2. When unit costs increase, and quantities either remain constant or increase, FIFO allocates a lower amount of the total cost of goods available for sale to cost of sales on the income statement and a higher amount to ending inventory on the balance sheet.
3. When unit costs decrease, and quantities either remain constant or increase, FIFO allocates a lower amount of the total cost of goods available for sale to cost of sales on the income statement and a higher amount to ending inventory on the balance sheet.

Solution

Whenever inventory unit costs rise and inventory quantities either remain constant or increase, FIFO allocates a lower amount of the total cost of goods available for sale to cost of sales on the income statement and a higher amount to ending inventory on the balance sheet.

A is incorrect because it describes FIFO, and not LIFO.
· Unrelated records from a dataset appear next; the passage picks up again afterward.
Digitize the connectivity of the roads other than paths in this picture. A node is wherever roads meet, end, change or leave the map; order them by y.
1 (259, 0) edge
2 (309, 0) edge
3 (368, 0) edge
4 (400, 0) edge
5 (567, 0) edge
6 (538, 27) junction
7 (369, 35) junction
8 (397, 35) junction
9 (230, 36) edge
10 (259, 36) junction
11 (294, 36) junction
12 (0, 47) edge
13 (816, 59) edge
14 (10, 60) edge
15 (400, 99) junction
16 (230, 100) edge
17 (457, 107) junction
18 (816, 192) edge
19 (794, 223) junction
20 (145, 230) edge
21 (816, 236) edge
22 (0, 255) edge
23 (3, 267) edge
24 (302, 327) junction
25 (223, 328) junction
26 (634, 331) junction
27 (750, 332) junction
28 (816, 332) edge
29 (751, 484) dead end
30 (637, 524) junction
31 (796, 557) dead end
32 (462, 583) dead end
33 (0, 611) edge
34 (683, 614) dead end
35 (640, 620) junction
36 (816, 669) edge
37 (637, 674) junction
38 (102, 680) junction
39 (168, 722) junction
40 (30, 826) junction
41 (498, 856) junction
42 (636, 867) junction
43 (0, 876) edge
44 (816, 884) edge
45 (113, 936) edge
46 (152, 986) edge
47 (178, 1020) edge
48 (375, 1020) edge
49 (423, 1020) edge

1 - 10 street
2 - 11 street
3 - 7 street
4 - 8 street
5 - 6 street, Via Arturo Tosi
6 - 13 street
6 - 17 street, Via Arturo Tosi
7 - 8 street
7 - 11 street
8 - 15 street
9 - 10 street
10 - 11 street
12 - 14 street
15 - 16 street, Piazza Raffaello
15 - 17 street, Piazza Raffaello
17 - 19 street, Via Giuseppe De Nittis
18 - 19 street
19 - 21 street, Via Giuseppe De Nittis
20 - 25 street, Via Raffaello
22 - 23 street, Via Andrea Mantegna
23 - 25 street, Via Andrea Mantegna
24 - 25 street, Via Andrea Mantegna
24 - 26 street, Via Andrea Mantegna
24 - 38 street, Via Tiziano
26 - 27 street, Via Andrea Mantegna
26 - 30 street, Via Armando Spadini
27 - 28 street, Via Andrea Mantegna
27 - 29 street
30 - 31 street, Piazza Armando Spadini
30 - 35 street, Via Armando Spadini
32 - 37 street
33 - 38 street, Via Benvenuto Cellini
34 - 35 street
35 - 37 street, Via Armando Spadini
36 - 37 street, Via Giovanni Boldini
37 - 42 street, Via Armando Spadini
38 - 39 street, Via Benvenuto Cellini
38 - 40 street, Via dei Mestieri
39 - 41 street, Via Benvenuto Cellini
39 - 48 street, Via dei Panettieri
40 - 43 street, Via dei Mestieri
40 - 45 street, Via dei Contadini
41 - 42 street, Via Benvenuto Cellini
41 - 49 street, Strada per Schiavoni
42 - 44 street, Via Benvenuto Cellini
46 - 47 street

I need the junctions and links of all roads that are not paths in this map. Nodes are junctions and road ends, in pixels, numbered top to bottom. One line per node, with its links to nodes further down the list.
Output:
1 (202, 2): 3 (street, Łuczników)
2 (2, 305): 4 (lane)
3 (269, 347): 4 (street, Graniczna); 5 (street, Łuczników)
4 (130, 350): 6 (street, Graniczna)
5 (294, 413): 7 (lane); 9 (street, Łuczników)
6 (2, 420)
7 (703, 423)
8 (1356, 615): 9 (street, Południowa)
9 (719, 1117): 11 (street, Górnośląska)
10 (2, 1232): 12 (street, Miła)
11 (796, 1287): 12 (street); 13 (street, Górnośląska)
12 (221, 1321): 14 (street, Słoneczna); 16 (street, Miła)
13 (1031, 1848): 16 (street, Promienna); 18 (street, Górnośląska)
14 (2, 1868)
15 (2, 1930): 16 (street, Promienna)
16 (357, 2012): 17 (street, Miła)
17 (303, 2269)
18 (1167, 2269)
C is incorrect because under those circumstances (declining prices) FIFO allocates a higher amount of the total cost of goods available for sale to cost of sales on the income statement and a lower amount to ending inventory on the balance sheet, and not the reverse as indicated.

### Question 2

For a company to increase its assets during a deflationary period, it needs to follow the:

1. FIFO method.
2. LIFO method.
3. Average cost of inventory method.

Solution

Using LIFO during a deflationary period would make a company add the most recently purchased inventory (the least expensive), which would leave the oldest inventory (the most expensive) to be added to the ending inventory. Hence, the increased value of inventory would lead to increased assets.